### WHAT NEEDS TO BE DONE
Set down every record below exactly as it stands, minus the pictures.
**********
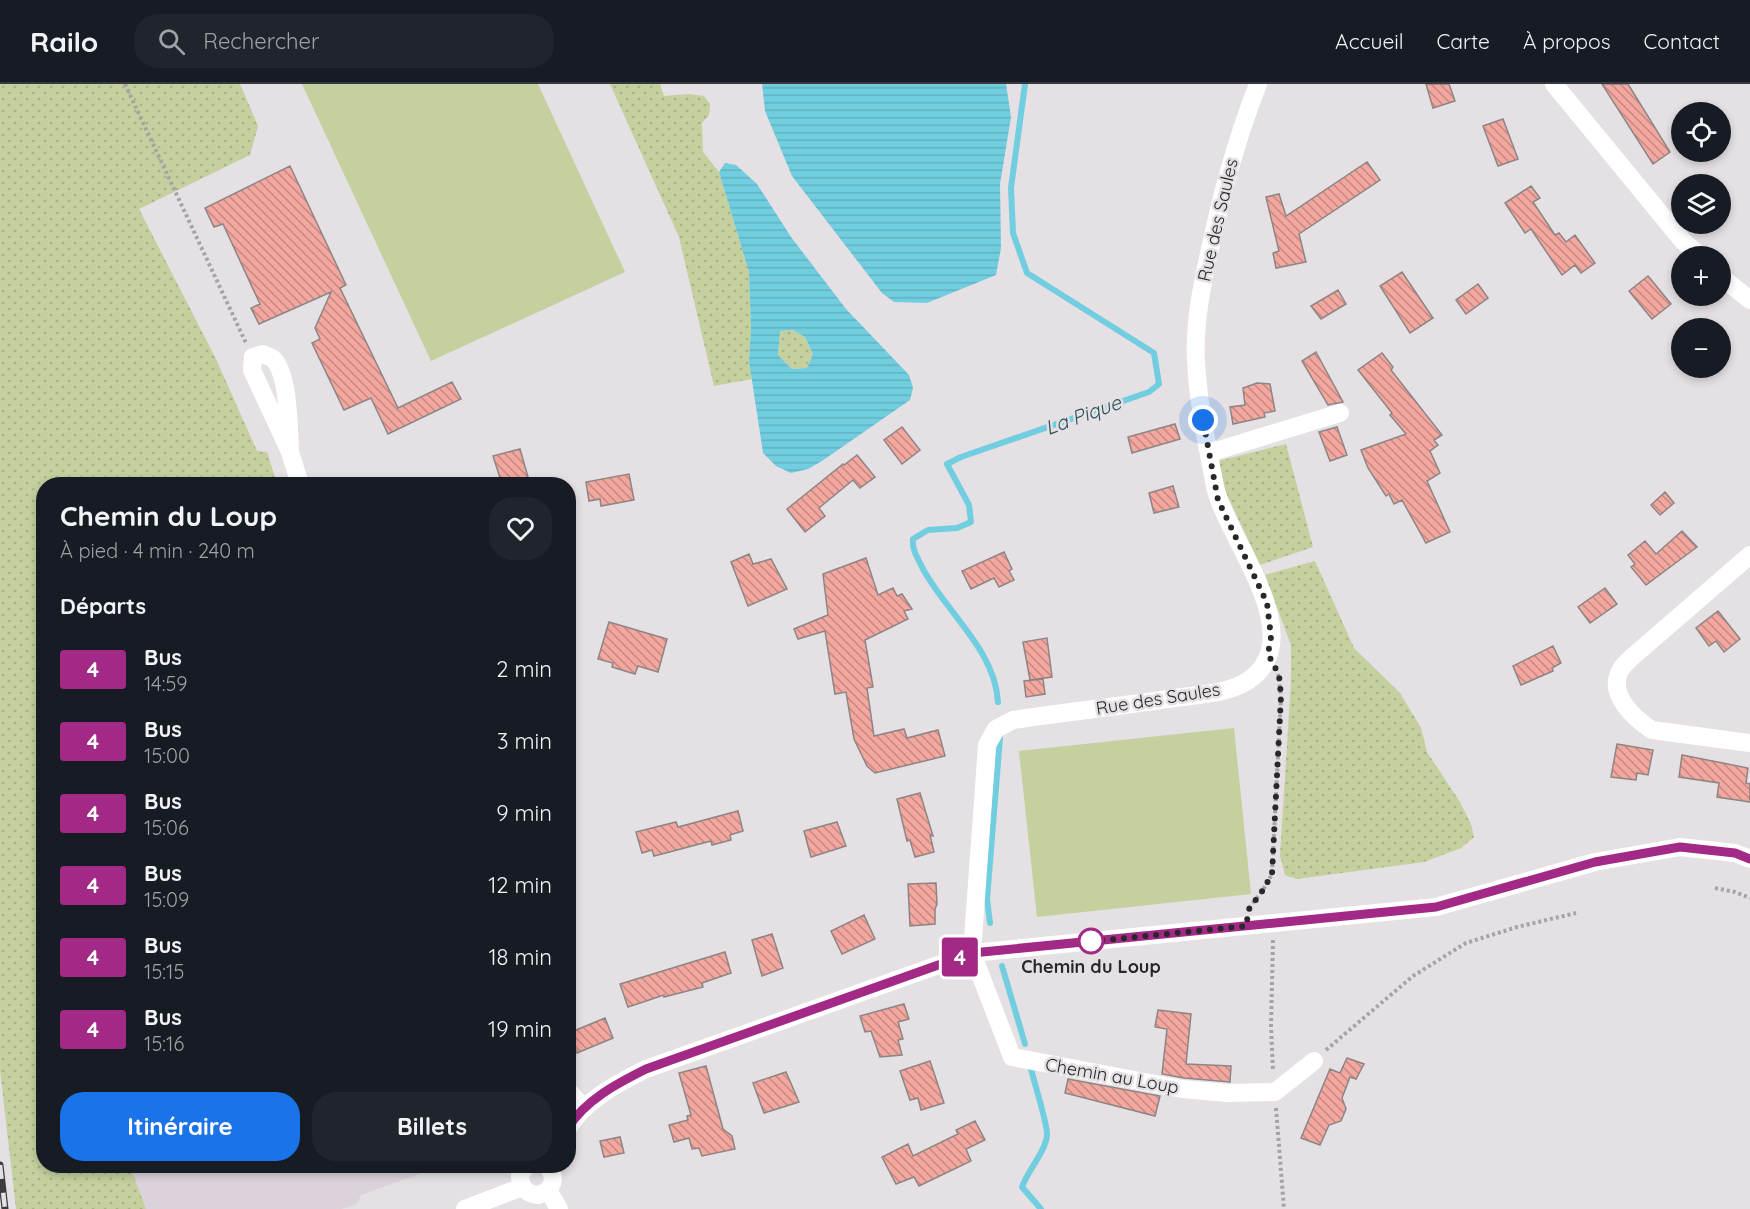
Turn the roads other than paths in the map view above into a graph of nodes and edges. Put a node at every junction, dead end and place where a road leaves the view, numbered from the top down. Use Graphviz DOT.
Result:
graph roads {
  1 [pos="1258,84"];
  2 [pos="1554,84"];
  3 [pos="1689,246"];
  4 [pos="1731,285"];
  5 [pos="1750,300"];
  6 [pos="253,357"];
  7 [pos="1340,414"];
  8 [pos="1209,453"];
  9 [pos="298,477"];
  10 [pos="1750,555"];
  11 [pos="1750,743"];
  12 [pos="1750,858"];
  13 [pos="972,953"];
  14 [pos="1314,1061"];
  15 [pos="576,1099"];
  16 [pos="584,1109"];
  17 [pos="576,1118"];
  18 [pos="521,1173"];
  19 [pos="551,1173"];
  20 [pos="522,1187"];
  21 [pos="548,1190"];
  22 [pos="465,1209"];
  23 [pos="559,1209"];
  1 -- 8 [label="street, Rue des Saules"];
  2 -- 3 [label="street"];
  4 -- 5 [label="street"];
  6 -- 9 [label="street"];
  7 -- 8 [label="street"];
  8 -- 13 [label="street, Rue des Saules"];
  10 -- 11 [label="street"];
  12 -- 13 [label="street"];
  13 -- 14 [label="street, Chemin au Loup"];
  13 -- 16 [label="street"];
  15 -- 16 [label="street"];
  16 -- 17 [label="street"];
  18 -- 20 [label="street"];
  19 -- 21 [label="street"];
  20 -- 21 [label="street"];
  20 -- 22 [label="street"];
  21 -- 23 [label="street"];
}
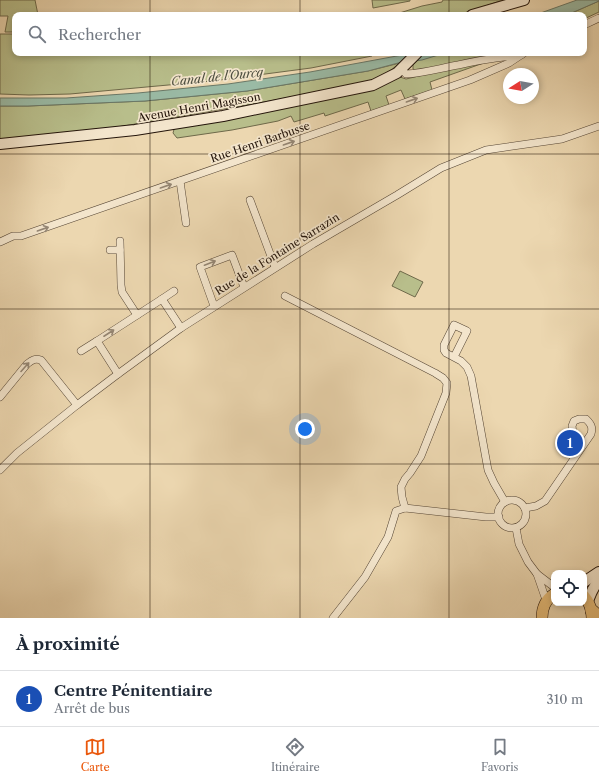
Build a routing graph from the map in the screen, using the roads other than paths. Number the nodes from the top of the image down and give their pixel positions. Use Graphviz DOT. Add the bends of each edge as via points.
graph roads {
  1 [pos="524,0"];
  2 [pos="482,12"];
  3 [pos="599,18"];
  4 [pos="587,24"];
  5 [pos="414,56"];
  6 [pos="508,56"];
  7 [pos="520,56"];
  8 [pos="399,71"];
  9 [pos="599,126"];
  10 [pos="0,144"];
  11 [pos="180,181"];
  12 [pos="250,200"];
  13 [pos="186,224"];
  14 [pos="2,238"];
  15 [pos="120,241"];
  16 [pos="110,250"];
  17 [pos="120,250"];
  18 [pos="275,267"];
  19 [pos="244,287"];
  20 [pos="174,291"];
  21 [pos="285,296"];
  22 [pos="162,299"];
  23 [pos="214,306"];
  24 [pos="137,315"];
  25 [pos="181,328"];
  26 [pos="97,341"];
  27 [pos="82,351"];
  28 [pos="454,356"];
  29 [pos="118,374"];
  30 [pos="0,397"];
  31 [pos="77,406"];
  32 [pos="576,455"];
  33 [pos="0,470"];
  34 [pos="506,502"];
  35 [pos="405,508"];
  36 [pos="525,508"];
  37 [pos="499,517"];
  38 [pos="516,528"];
  39 [pos="599,572"];
  40 [pos="537,574"];
  41 [pos="587,580"];
  42 [pos="599,581"];
  43 [pos="551,585"];
  44 [pos="544,608"];
  45 [pos="591,609"];
  46 [pos="333,618"];
  1 -- 2 [label="main road"];
  3 -- 4 [label="street"];
  5 -- 8 [label="main road, Avenue Henri Magisson"];
  6 -- 8 [label="street" via="418,74"];
  11 -- 7 [label="street, Rue Henri Barbusse, one-way" via="470,80"];
  8 -- 10 [label="main road, Avenue Henri Magisson" via="373,85 223,116 135,130"];
  9 -- 18 [label="street, Rue de la Fontaine Sarrazin" via="562,139 486,150 440,168"];
  11 -- 13 [label="street"];
  14 -- 11 [label="street, Rue Henri Barbusse, one-way" via="21,236"];
  12 -- 18 [label="street"];
  15 -- 17 [label="street"];
  16 -- 17 [label="street"];
  17 -- 24 [label="street" via="122,292"];
  18 -- 19 [label="street, Rue de la Fontaine Sarrazin"];
  19 -- 23 [label="street, Rue de la Fontaine Sarrazin"];
  23 -- 19 [label="street, one-way" via="200,267 232,255"];
  20 -- 22 [label="street"];
  21 -- 35 [label="street" via="435,373 447,383 446,393 421,456 401,487"];
  22 -- 24 [label="street"];
  22 -- 25 [label="street"];
  23 -- 25 [label="street, Rue de la Fontaine Sarrazin"];
  26 -- 24 [label="street, one-way"];
  25 -- 29 [label="street, Rue de la Fontaine Sarrazin"];
  26 -- 27 [label="street"];
  26 -- 29 [label="street"];
  28 -- 34 [label="street" via="467,367 471,376 488,470"];
  29 -- 31 [label="street, Rue de la Fontaine Sarrazin"];
  30 -- 31 [label="street, one-way" via="27,364 37,359 41,360"];
  31 -- 33 [label="street, Rue de la Fontaine Sarrazin"];
  32 -- 32 [label="street" via="591,434 592,429 586,419 574,421 572,426"];
  32 -- 36 [label="street" via="545,501"];
  34 -- 36 [label="street" via="514,500"];
  34 -- 37 [label="street" via="500,508"];
  35 -- 37 [label="street"];
  35 -- 46 [label="street" via="396,512 388,537 365,577"];
  36 -- 38 [label="street" via="525,520"];
  37 -- 38 [label="street" via="507,527"];
  38 -- 40 [label="street" via="519,544"];
  39 -- 41 [label="main road"];
  40 -- 43 [label="street"];
  40 -- 44 [label="street"];
  42 -- 45 [label="main road" via="591,592"];
}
**********
### ANSWER AREA
Turn the roads other than paths in the map view above into a graph of nodes and edges. Put a node at every junction, dead end and place where a road leaves the view, numbered from the top down. Use Graphviz DOT.
Result:
graph roads {
  1 [pos="1258,84"];
  2 [pos="1554,84"];
  3 [pos="1689,246"];
  4 [pos="1731,285"];
  5 [pos="1750,300"];
  6 [pos="253,357"];
  7 [pos="1340,414"];
  8 [pos="1209,453"];
  9 [pos="298,477"];
  10 [pos="1750,555"];
  11 [pos="1750,743"];
  12 [pos="1750,858"];
  13 [pos="972,953"];
  14 [pos="1314,1061"];
  15 [pos="576,1099"];
  16 [pos="584,1109"];
  17 [pos="576,1118"];
  18 [pos="521,1173"];
  19 [pos="551,1173"];
  20 [pos="522,1187"];
  21 [pos="548,1190"];
  22 [pos="465,1209"];
  23 [pos="559,1209"];
  1 -- 8 [label="street, Rue des Saules"];
  2 -- 3 [label="street"];
  4 -- 5 [label="street"];
  6 -- 9 [label="street"];
  7 -- 8 [label="street"];
  8 -- 13 [label="street, Rue des Saules"];
  10 -- 11 [label="street"];
  12 -- 13 [label="street"];
  13 -- 14 [label="street, Chemin au Loup"];
  13 -- 16 [label="street"];
  15 -- 16 [label="street"];
  16 -- 17 [label="street"];
  18 -- 20 [label="street"];
  19 -- 21 [label="street"];
  20 -- 21 [label="street"];
  20 -- 22 [label="street"];
  21 -- 23 [label="street"];
}
Build a routing graph from the map in the screen, using the roads other than paths. Number the nodes from the top of the image down and give their pixel positions. Use Graphviz DOT. Add the bends of each edge as via points.
graph roads {
  1 [pos="524,0"];
  2 [pos="482,12"];
  3 [pos="599,18"];
  4 [pos="587,24"];
  5 [pos="414,56"];
  6 [pos="508,56"];
  7 [pos="520,56"];
  8 [pos="399,71"];
  9 [pos="599,126"];
  10 [pos="0,144"];
  11 [pos="180,181"];
  12 [pos="250,200"];
  13 [pos="186,224"];
  14 [pos="2,238"];
  15 [pos="120,241"];
  16 [pos="110,250"];
  17 [pos="120,250"];
  18 [pos="275,267"];
  19 [pos="244,287"];
  20 [pos="174,291"];
  21 [pos="285,296"];
  22 [pos="162,299"];
  23 [pos="214,306"];
  24 [pos="137,315"];
  25 [pos="181,328"];
  26 [pos="97,341"];
  27 [pos="82,351"];
  28 [pos="454,356"];
  29 [pos="118,374"];
  30 [pos="0,397"];
  31 [pos="77,406"];
  32 [pos="576,455"];
  33 [pos="0,470"];
  34 [pos="506,502"];
  35 [pos="405,508"];
  36 [pos="525,508"];
  37 [pos="499,517"];
  38 [pos="516,528"];
  39 [pos="599,572"];
  40 [pos="537,574"];
  41 [pos="587,580"];
  42 [pos="599,581"];
  43 [pos="551,585"];
  44 [pos="544,608"];
  45 [pos="591,609"];
  46 [pos="333,618"];
  1 -- 2 [label="main road"];
  3 -- 4 [label="street"];
  5 -- 8 [label="main road, Avenue Henri Magisson"];
  6 -- 8 [label="street" via="418,74"];
  11 -- 7 [label="street, Rue Henri Barbusse, one-way" via="470,80"];
  8 -- 10 [label="main road, Avenue Henri Magisson" via="373,85 223,116 135,130"];
  9 -- 18 [label="street, Rue de la Fontaine Sarrazin" via="562,139 486,150 440,168"];
  11 -- 13 [label="street"];
  14 -- 11 [label="street, Rue Henri Barbusse, one-way" via="21,236"];
  12 -- 18 [label="street"];
  15 -- 17 [label="street"];
  16 -- 17 [label="street"];
  17 -- 24 [label="street" via="122,292"];
  18 -- 19 [label="street, Rue de la Fontaine Sarrazin"];
  19 -- 23 [label="street, Rue de la Fontaine Sarrazin"];
  23 -- 19 [label="street, one-way" via="200,267 232,255"];
  20 -- 22 [label="street"];
  21 -- 35 [label="street" via="435,373 447,383 446,393 421,456 401,487"];
  22 -- 24 [label="street"];
  22 -- 25 [label="street"];
  23 -- 25 [label="street, Rue de la Fontaine Sarrazin"];
  26 -- 24 [label="street, one-way"];
  25 -- 29 [label="street, Rue de la Fontaine Sarrazin"];
  26 -- 27 [label="street"];
  26 -- 29 [label="street"];
  28 -- 34 [label="street" via="467,367 471,376 488,470"];
  29 -- 31 [label="street, Rue de la Fontaine Sarrazin"];
  30 -- 31 [label="street, one-way" via="27,364 37,359 41,360"];
  31 -- 33 [label="street, Rue de la Fontaine Sarrazin"];
  32 -- 32 [label="street" via="591,434 592,429 586,419 574,421 572,426"];
  32 -- 36 [label="street" via="545,501"];
  34 -- 36 [label="street" via="514,500"];
  34 -- 37 [label="street" via="500,508"];
  35 -- 37 [label="street"];
  35 -- 46 [label="street" via="396,512 388,537 365,577"];
  36 -- 38 [label="street" via="525,520"];
  37 -- 38 [label="street" via="507,527"];
  38 -- 40 [label="street" via="519,544"];
  39 -- 41 [label="main road"];
  40 -- 43 [label="street"];
  40 -- 44 [label="street"];
  42 -- 45 [label="main road" via="591,592"];
}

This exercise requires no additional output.